**BRIEF**:
Line by line, output the entries below exactly as they appear.

**EXTRACTED RECORDS**:
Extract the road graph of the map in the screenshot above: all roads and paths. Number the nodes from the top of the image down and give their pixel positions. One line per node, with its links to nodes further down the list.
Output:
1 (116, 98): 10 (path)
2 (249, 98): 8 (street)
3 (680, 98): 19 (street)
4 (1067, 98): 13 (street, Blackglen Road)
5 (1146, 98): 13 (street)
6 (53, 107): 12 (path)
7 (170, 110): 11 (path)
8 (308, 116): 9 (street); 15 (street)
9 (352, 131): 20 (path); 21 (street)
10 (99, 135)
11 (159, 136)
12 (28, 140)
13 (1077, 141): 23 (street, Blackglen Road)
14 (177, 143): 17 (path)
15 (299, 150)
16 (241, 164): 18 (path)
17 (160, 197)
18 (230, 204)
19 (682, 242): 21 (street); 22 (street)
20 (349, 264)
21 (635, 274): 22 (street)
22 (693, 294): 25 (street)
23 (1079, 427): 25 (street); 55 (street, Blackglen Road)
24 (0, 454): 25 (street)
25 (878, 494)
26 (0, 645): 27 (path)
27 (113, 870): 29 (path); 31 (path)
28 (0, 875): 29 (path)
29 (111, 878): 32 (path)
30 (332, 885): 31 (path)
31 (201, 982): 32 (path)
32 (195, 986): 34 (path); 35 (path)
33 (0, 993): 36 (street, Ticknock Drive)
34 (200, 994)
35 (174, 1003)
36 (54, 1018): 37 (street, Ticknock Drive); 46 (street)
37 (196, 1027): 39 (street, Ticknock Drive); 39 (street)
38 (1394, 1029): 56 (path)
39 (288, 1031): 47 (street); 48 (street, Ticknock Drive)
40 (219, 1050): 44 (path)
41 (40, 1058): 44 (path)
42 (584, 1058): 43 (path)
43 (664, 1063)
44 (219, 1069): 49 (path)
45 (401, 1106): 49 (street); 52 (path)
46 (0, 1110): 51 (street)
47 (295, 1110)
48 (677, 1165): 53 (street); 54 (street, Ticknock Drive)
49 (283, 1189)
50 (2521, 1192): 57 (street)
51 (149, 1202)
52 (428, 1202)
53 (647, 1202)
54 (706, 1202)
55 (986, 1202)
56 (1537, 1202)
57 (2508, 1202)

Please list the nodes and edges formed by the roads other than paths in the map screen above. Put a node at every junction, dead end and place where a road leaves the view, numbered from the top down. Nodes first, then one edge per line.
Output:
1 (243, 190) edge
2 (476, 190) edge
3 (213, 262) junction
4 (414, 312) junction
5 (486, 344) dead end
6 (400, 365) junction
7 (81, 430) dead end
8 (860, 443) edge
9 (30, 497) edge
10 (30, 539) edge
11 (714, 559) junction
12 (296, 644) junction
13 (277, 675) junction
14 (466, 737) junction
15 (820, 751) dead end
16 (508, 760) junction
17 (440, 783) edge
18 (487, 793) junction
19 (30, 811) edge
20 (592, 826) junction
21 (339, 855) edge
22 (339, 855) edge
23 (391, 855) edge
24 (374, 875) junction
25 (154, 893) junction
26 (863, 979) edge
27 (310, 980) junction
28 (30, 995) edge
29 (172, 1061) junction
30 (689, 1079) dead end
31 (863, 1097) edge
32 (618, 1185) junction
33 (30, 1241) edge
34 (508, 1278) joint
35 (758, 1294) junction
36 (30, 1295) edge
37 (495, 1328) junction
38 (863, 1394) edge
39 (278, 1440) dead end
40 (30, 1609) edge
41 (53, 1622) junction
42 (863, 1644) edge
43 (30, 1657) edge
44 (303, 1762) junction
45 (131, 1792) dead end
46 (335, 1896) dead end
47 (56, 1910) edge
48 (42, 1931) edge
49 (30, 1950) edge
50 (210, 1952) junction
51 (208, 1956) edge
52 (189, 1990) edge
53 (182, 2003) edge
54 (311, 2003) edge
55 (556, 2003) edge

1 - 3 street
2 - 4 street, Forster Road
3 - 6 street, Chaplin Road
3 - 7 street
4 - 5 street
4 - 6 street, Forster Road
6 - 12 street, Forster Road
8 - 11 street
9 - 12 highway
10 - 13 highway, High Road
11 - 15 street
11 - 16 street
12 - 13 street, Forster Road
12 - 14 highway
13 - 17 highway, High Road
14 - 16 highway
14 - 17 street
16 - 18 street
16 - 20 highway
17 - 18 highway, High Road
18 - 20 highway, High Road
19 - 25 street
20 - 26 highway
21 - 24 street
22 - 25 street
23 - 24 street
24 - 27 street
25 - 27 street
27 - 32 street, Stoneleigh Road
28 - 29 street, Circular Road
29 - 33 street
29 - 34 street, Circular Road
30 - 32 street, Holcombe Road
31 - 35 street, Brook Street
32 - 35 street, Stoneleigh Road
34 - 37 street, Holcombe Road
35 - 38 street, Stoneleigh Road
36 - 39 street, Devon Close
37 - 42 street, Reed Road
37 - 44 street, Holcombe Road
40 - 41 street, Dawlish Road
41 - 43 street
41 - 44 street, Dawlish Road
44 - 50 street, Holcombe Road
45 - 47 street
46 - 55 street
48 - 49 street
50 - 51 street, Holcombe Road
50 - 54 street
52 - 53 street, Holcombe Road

**WRITTEN SOLUTION**:
Extract the road graph of the map in the screenshot above: all roads and paths. Number the nodes from the top of the image down and give their pixel positions. One line per node, with its links to nodes further down the list.
Output:
1 (116, 98): 10 (path)
2 (249, 98): 8 (street)
3 (680, 98): 19 (street)
4 (1067, 98): 13 (street, Blackglen Road)
5 (1146, 98): 13 (street)
6 (53, 107): 12 (path)
7 (170, 110): 11 (path)
8 (308, 116): 9 (street); 15 (street)
9 (352, 131): 20 (path); 21 (street)
10 (99, 135)
11 (159, 136)
12 (28, 140)
13 (1077, 141): 23 (street, Blackglen Road)
14 (177, 143): 17 (path)
15 (299, 150)
16 (241, 164): 18 (path)
17 (160, 197)
18 (230, 204)
19 (682, 242): 21 (street); 22 (street)
20 (349, 264)
21 (635, 274): 22 (street)
22 (693, 294): 25 (street)
23 (1079, 427): 25 (street); 55 (street, Blackglen Road)
24 (0, 454): 25 (street)
25 (878, 494)
26 (0, 645): 27 (path)
27 (113, 870): 29 (path); 31 (path)
28 (0, 875): 29 (path)
29 (111, 878): 32 (path)
30 (332, 885): 31 (path)
31 (201, 982): 32 (path)
32 (195, 986): 34 (path); 35 (path)
33 (0, 993): 36 (street, Ticknock Drive)
34 (200, 994)
35 (174, 1003)
36 (54, 1018): 37 (street, Ticknock Drive); 46 (street)
37 (196, 1027): 39 (street, Ticknock Drive); 39 (street)
38 (1394, 1029): 56 (path)
39 (288, 1031): 47 (street); 48 (street, Ticknock Drive)
40 (219, 1050): 44 (path)
41 (40, 1058): 44 (path)
42 (584, 1058): 43 (path)
43 (664, 1063)
44 (219, 1069): 49 (path)
45 (401, 1106): 49 (street); 52 (path)
46 (0, 1110): 51 (street)
47 (295, 1110)
48 (677, 1165): 53 (street); 54 (street, Ticknock Drive)
49 (283, 1189)
50 (2521, 1192): 57 (street)
51 (149, 1202)
52 (428, 1202)
53 (647, 1202)
54 (706, 1202)
55 (986, 1202)
56 (1537, 1202)
57 (2508, 1202)

Please list the nodes and edges formed by the roads other than paths in the map screen above. Put a node at every junction, dead end and place where a road leaves the view, numbered from the top down. Nodes first, then one edge per line.
Output:
1 (243, 190) edge
2 (476, 190) edge
3 (213, 262) junction
4 (414, 312) junction
5 (486, 344) dead end
6 (400, 365) junction
7 (81, 430) dead end
8 (860, 443) edge
9 (30, 497) edge
10 (30, 539) edge
11 (714, 559) junction
12 (296, 644) junction
13 (277, 675) junction
14 (466, 737) junction
15 (820, 751) dead end
16 (508, 760) junction
17 (440, 783) edge
18 (487, 793) junction
19 (30, 811) edge
20 (592, 826) junction
21 (339, 855) edge
22 (339, 855) edge
23 (391, 855) edge
24 (374, 875) junction
25 (154, 893) junction
26 (863, 979) edge
27 (310, 980) junction
28 (30, 995) edge
29 (172, 1061) junction
30 (689, 1079) dead end
31 (863, 1097) edge
32 (618, 1185) junction
33 (30, 1241) edge
34 (508, 1278) joint
35 (758, 1294) junction
36 (30, 1295) edge
37 (495, 1328) junction
38 (863, 1394) edge
39 (278, 1440) dead end
40 (30, 1609) edge
41 (53, 1622) junction
42 (863, 1644) edge
43 (30, 1657) edge
44 (303, 1762) junction
45 (131, 1792) dead end
46 (335, 1896) dead end
47 (56, 1910) edge
48 (42, 1931) edge
49 (30, 1950) edge
50 (210, 1952) junction
51 (208, 1956) edge
52 (189, 1990) edge
53 (182, 2003) edge
54 (311, 2003) edge
55 (556, 2003) edge

1 - 3 street
2 - 4 street, Forster Road
3 - 6 street, Chaplin Road
3 - 7 street
4 - 5 street
4 - 6 street, Forster Road
6 - 12 street, Forster Road
8 - 11 street
9 - 12 highway
10 - 13 highway, High Road
11 - 15 street
11 - 16 street
12 - 13 street, Forster Road
12 - 14 highway
13 - 17 highway, High Road
14 - 16 highway
14 - 17 street
16 - 18 street
16 - 20 highway
17 - 18 highway, High Road
18 - 20 highway, High Road
19 - 25 street
20 - 26 highway
21 - 24 street
22 - 25 street
23 - 24 street
24 - 27 street
25 - 27 street
27 - 32 street, Stoneleigh Road
28 - 29 street, Circular Road
29 - 33 street
29 - 34 street, Circular Road
30 - 32 street, Holcombe Road
31 - 35 street, Brook Street
32 - 35 street, Stoneleigh Road
34 - 37 street, Holcombe Road
35 - 38 street, Stoneleigh Road
36 - 39 street, Devon Close
37 - 42 street, Reed Road
37 - 44 street, Holcombe Road
40 - 41 street, Dawlish Road
41 - 43 street
41 - 44 street, Dawlish Road
44 - 50 street, Holcombe Road
45 - 47 street
46 - 55 street
48 - 49 street
50 - 51 street, Holcombe Road
50 - 54 street
52 - 53 street, Holcombe Road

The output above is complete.